Farms across the Great Plains are in the path of a monster: the Keystone XL pipeline. Photo: David Clow
The other morning I took a call, like so many other calls I’ve taken over the last four years, from another Dakota farmer wondering how his land may be affected by the Keystone XL pipeline. He had a notice of condemnation and interrogatories from TransCanada in hand, and I wish I’d had better news for him. He’s in the path of a monster. Keystone XL will be a 36-inch-diameter pipeline, carrying nine times the volume of the Silvertip line that just vomited 1,000 barrels of crude into the Yellowstone River. It will cross some of the most isolated places in the high plains, cutting through the ecologically fragile Nebraska Sandhills and the irreplaceable Ogallala aquifer.
Keystone XL won’t carry “light, sweet” crude, which floats on top of water and can be mopped up with absorbent booms. Bitumen — a tarlike substance mined from the Alberta tar sands, chemically diluted, and heated to improve flow — will travel at high pressure across Montana, South Dakota, Nebraska, Kansas, Oklahoma, and Texas to Gulf Coast refineries. If and when it leaks into water bodies, this product will sink. To judge the risk of that happening, it helps to know that the first piece of the Keystone system, TransCanada’s Keystone I pipeline that crosses the eastern Dakotas, has sprung a dozen leaks in its first year of operation.

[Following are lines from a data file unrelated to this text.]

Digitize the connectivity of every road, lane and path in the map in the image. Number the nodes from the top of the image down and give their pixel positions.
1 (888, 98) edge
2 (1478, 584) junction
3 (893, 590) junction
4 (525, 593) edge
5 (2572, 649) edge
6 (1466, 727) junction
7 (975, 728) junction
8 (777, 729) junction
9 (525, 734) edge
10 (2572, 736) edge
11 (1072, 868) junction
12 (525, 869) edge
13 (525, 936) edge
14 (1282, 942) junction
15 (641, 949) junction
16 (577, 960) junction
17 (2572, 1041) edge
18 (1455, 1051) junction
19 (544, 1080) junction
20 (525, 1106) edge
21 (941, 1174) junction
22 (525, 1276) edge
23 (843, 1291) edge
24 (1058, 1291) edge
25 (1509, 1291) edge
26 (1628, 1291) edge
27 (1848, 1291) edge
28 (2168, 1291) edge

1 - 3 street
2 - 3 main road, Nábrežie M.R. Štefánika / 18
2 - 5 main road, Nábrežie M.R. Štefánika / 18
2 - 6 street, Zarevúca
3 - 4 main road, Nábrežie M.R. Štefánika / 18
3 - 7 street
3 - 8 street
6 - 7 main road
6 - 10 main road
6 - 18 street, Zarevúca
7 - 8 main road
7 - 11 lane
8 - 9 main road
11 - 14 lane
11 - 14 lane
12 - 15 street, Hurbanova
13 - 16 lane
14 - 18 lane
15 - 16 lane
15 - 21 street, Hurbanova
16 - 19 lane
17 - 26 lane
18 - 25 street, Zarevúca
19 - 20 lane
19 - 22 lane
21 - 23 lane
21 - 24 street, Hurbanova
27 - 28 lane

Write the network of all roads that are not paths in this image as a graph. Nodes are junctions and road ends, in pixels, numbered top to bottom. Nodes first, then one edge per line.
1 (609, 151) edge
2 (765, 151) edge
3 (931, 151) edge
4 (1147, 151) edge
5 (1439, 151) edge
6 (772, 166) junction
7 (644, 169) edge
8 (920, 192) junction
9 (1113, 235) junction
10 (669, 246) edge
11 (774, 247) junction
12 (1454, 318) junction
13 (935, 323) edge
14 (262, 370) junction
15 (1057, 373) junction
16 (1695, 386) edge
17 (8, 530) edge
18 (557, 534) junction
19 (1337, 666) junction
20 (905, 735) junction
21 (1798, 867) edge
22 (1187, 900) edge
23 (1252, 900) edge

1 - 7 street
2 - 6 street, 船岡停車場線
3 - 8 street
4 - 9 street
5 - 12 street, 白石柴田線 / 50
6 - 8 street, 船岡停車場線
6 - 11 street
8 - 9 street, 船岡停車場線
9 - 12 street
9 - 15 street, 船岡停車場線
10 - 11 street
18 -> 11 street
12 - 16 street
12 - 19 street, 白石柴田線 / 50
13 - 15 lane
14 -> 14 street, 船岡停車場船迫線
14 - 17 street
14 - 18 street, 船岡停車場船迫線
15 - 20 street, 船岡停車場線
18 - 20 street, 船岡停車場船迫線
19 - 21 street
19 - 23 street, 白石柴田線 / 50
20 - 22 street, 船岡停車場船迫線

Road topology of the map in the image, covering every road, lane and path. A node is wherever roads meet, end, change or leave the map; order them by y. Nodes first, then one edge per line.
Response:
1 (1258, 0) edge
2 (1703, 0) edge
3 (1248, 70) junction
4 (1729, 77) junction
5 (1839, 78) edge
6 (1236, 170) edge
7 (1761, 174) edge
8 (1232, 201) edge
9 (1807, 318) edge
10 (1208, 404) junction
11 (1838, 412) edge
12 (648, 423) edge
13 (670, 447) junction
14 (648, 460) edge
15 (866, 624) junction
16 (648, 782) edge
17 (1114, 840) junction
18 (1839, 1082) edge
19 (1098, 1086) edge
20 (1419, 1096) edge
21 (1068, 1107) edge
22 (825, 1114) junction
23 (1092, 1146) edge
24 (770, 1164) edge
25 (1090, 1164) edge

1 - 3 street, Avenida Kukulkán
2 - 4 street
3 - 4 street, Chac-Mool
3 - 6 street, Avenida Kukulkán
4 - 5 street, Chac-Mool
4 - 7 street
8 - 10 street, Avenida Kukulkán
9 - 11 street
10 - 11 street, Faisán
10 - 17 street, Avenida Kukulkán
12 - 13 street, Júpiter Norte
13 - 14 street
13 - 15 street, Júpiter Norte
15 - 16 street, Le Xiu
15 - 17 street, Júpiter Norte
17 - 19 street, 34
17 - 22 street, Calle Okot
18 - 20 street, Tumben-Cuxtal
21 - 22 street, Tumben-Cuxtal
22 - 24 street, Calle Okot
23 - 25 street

Our nonprofit, Plains Justice, has been following this unfolding mess since we took the first calls about Keystone I from North Dakota landowners in 2007. They were getting bullying letters from TransCanada insisting that they sign pipeline easements immediately or see their land condemned. Appeals to state regulators in North and South Dakota fell on deaf ears. In the Dakotas, the oil industry has near-monolithic political power and hires lawyers in bulk. There was no resisting its plans for a pipeline across farms, tribal ancestral homelands, and even the drinking water catchment area for the city of Fargo, which only became aware of the risk after state regulators had signed off on the project.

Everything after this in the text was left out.